O próprio Lira reconheceu, em entrevista ao jornal Valor Econômico, que o seu intuito com a aprovação da urgência foi provocar o debate:
"Para fazer essa análise, só a gente trazendo o projeto para pauta para forçar as distribuidoras e a Aneel fazerem essa discussão", reforçou Lira, ao jornal.
Antes da deliberação, Lira já havia sinalizado que o objetivo não era tratar apenas do Ceará, e sim da "anulação dos atos (de reajuste) em geral". Para ele, a Aneel e as distribuidoras devem ser chamadas a prestar esclarecimentos sobre os critérios para os aumentos durante as discussões sobre o tema na Casa.
Em nota, o Fórum das Associações do Setor Elétrico (FASE) demonstrou preocupação com a matéria.
"Esse sinal de descumprimento das regras já consterna os principais agentes, financiadores e investidores da infraestrutura nacional, pois a adoção de medidas políticas para sustar instrumentos previstos em lei e em contratos aumenta vertiginosamente a insegurança jurídica", afirmou a FASE, em um dos trechos do texto.
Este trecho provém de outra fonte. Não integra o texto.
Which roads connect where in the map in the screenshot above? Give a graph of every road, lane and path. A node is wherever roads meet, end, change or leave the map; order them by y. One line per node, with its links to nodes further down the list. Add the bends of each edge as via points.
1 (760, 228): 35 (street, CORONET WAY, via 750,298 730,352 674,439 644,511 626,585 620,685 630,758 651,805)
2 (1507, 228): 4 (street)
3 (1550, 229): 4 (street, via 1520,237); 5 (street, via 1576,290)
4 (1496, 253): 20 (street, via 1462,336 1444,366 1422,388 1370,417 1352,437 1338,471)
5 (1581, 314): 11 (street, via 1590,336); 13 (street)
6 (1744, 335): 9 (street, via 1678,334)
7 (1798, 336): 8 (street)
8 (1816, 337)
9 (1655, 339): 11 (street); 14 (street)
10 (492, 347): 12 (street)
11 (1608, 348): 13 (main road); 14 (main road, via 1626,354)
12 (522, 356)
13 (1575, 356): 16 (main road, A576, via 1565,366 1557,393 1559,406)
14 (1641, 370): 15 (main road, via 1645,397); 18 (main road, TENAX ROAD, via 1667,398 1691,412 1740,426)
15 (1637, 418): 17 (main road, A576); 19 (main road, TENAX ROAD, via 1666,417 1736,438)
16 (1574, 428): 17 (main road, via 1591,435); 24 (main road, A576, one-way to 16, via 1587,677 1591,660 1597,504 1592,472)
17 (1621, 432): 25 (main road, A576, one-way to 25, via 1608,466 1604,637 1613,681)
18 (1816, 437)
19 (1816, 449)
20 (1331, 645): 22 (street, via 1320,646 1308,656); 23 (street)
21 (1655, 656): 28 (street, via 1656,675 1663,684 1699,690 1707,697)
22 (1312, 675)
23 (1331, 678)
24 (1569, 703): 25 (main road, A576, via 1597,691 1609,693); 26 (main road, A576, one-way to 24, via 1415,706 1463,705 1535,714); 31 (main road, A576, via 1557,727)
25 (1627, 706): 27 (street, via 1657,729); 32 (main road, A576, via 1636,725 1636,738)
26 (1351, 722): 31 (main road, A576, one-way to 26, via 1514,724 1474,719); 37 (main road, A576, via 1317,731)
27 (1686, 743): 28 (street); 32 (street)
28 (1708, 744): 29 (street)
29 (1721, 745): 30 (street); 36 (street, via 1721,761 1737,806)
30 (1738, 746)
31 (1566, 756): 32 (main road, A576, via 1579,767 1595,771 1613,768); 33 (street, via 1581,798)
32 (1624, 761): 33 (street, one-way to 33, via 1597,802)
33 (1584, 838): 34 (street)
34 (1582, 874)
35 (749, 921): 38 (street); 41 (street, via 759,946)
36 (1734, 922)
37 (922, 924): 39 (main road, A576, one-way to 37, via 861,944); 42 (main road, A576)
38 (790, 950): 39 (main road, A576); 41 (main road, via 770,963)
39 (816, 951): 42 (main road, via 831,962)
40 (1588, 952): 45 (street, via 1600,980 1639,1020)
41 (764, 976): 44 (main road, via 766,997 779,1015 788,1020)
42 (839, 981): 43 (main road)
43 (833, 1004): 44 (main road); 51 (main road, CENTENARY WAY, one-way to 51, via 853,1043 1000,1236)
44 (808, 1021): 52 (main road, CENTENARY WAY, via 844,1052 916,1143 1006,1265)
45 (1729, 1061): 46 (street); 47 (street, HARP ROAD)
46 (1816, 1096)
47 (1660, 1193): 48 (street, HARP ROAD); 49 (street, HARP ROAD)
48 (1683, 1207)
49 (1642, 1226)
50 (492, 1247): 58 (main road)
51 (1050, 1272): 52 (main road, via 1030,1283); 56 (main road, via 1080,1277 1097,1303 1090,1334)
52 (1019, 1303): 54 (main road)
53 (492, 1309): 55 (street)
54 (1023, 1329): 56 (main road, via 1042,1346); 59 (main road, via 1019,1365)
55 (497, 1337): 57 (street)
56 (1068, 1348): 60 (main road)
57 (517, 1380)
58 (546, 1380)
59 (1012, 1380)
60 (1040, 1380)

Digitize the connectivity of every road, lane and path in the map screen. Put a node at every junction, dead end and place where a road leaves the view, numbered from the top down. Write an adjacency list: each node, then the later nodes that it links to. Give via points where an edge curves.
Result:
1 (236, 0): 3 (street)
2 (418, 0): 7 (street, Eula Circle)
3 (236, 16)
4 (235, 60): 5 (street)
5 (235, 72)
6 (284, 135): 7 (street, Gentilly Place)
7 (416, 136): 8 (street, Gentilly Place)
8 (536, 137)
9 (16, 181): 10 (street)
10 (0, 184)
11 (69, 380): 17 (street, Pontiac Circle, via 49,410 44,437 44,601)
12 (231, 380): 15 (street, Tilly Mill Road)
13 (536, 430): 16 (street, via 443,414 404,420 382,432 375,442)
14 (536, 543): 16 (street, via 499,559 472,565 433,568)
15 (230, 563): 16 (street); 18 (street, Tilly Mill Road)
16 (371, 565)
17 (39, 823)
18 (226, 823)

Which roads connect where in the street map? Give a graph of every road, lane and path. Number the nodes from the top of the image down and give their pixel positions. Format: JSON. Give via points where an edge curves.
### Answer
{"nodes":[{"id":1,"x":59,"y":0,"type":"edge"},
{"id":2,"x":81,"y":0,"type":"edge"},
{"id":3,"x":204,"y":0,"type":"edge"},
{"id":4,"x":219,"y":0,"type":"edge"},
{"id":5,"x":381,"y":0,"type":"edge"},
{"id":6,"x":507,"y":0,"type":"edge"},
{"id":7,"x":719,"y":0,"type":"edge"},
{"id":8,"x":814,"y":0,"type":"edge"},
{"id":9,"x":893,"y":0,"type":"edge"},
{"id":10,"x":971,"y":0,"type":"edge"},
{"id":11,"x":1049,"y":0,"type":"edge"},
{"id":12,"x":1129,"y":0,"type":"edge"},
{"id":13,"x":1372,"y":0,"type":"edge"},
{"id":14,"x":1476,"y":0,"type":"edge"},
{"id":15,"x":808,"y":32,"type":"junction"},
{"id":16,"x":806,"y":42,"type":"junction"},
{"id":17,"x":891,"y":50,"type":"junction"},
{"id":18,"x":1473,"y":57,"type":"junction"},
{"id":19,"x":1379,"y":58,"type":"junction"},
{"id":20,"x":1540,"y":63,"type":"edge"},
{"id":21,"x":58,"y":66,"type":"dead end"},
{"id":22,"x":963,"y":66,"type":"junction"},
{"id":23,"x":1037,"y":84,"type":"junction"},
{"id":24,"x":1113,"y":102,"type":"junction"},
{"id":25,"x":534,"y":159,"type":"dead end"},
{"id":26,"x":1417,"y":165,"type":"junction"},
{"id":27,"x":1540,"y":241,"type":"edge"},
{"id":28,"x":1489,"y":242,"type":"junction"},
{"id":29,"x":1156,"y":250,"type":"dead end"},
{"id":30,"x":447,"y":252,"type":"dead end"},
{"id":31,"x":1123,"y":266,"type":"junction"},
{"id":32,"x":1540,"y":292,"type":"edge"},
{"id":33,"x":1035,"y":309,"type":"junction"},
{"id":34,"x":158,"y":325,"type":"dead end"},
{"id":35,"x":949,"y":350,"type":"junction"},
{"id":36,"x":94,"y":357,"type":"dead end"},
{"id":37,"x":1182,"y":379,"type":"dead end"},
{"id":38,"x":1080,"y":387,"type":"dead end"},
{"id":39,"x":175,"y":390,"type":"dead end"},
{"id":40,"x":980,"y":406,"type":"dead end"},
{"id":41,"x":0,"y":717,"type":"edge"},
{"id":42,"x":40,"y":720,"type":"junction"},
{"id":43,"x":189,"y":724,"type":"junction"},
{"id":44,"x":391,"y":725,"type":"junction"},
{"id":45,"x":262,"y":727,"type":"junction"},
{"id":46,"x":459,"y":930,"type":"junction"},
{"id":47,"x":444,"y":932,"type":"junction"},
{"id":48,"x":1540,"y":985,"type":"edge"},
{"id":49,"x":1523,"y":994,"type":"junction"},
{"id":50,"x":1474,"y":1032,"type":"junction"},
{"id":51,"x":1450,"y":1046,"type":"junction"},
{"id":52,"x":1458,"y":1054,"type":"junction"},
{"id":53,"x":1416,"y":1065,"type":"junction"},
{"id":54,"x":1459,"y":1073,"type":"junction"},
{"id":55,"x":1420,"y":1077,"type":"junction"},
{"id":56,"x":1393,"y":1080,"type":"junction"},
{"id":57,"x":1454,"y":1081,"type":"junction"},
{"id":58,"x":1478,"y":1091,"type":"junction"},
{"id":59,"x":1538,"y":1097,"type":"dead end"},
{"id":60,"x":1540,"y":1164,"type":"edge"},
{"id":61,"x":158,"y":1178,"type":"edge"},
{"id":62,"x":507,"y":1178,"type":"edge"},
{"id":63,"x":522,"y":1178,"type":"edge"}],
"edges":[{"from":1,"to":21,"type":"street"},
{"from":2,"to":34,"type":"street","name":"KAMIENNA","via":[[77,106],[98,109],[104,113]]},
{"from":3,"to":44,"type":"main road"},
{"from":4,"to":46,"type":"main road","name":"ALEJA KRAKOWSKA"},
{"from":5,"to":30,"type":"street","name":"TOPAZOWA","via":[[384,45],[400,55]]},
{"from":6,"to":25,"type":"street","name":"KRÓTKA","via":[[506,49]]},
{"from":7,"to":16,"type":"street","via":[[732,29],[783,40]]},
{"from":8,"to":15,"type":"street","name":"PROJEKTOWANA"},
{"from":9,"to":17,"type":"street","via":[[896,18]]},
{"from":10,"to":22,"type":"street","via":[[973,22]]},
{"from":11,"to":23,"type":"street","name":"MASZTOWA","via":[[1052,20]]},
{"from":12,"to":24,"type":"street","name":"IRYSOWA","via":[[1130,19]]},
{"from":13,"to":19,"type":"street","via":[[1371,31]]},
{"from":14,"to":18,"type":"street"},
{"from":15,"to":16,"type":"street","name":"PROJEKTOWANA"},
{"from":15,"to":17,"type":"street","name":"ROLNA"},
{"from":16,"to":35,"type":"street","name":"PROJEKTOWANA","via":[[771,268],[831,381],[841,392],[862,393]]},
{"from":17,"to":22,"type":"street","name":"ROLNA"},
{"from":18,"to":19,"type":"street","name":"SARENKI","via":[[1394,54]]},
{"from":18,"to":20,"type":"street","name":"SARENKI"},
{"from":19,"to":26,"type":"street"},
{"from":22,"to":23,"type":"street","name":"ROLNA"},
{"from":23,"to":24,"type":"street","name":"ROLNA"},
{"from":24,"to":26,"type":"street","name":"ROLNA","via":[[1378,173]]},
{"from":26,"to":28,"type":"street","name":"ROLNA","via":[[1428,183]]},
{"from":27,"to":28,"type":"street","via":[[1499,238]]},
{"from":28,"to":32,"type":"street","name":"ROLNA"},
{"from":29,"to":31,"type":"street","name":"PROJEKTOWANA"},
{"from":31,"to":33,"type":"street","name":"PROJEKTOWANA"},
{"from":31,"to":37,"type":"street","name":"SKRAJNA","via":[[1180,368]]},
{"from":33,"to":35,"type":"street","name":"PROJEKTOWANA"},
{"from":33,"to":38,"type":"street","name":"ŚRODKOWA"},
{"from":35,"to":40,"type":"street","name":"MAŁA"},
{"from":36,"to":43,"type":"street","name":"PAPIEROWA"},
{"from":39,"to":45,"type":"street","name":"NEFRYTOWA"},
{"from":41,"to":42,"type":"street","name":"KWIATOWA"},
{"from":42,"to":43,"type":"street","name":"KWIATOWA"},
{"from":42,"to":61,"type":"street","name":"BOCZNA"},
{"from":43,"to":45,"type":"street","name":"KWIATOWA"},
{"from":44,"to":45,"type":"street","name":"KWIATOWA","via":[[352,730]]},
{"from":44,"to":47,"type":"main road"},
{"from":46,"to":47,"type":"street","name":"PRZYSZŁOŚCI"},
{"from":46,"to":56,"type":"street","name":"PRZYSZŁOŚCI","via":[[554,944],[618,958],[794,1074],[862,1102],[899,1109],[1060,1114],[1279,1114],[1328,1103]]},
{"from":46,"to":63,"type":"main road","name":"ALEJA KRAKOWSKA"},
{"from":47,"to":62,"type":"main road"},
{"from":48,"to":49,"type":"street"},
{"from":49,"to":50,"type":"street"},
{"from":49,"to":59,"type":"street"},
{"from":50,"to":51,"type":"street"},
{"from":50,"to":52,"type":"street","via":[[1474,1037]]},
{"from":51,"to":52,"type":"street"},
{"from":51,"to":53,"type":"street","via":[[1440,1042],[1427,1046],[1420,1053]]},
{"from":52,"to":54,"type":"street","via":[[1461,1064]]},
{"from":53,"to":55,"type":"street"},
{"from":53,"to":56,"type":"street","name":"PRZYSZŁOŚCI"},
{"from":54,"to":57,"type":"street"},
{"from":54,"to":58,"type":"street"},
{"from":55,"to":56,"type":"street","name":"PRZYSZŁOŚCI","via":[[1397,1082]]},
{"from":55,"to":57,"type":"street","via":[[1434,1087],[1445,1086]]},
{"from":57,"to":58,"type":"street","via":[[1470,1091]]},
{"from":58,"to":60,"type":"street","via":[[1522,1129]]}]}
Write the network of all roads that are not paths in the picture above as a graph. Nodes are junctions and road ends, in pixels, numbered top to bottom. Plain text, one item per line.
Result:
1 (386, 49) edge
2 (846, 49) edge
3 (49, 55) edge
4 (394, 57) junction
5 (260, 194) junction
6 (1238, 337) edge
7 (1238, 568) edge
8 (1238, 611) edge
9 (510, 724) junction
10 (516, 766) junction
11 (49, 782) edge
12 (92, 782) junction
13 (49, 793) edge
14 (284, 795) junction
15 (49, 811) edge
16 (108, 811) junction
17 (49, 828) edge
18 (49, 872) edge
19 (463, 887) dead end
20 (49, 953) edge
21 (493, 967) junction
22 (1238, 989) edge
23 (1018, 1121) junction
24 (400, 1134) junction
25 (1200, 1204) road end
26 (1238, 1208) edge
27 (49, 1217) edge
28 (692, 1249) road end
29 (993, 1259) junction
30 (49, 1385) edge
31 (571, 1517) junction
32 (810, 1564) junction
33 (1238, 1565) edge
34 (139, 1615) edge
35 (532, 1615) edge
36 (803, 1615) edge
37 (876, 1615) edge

A mera possibilidade de a Câmara aprovar o projeto pode afetar até mesmo o preço dos leilões de energia. Segundo o jornal “Valor Econômico”, essa avaliação foi feita por fontes da própria Aneel, que deve fazer um trabalho de “redução de danos” desde já.
De acordo com o diário, essa percepção de risco é dos investidores do setor elétrico. Existe a preocupação de as distribuidoras apresentarem prejuízos causados pela suspensão dos reajustes.
A tarifa de energia elétrica é reajustada considerando uma série de fatores. Entre os principais estão o dólar e os custos do aumento da geração de energia por meio de usinas térmicas — que é decorrente da falta de chuvas.
Além da compra de energia ter ficado mais cara, o consumidor também paga mais pelos encargos do setor elétrico. Só a Conta de Desenvolvimento Energético (CDE) irá representar uma alta de 5,5% nas contas de luz. Esse fundo banca as ações do setor elétrico, como a tarifa social de energia para famílias de baixa renda.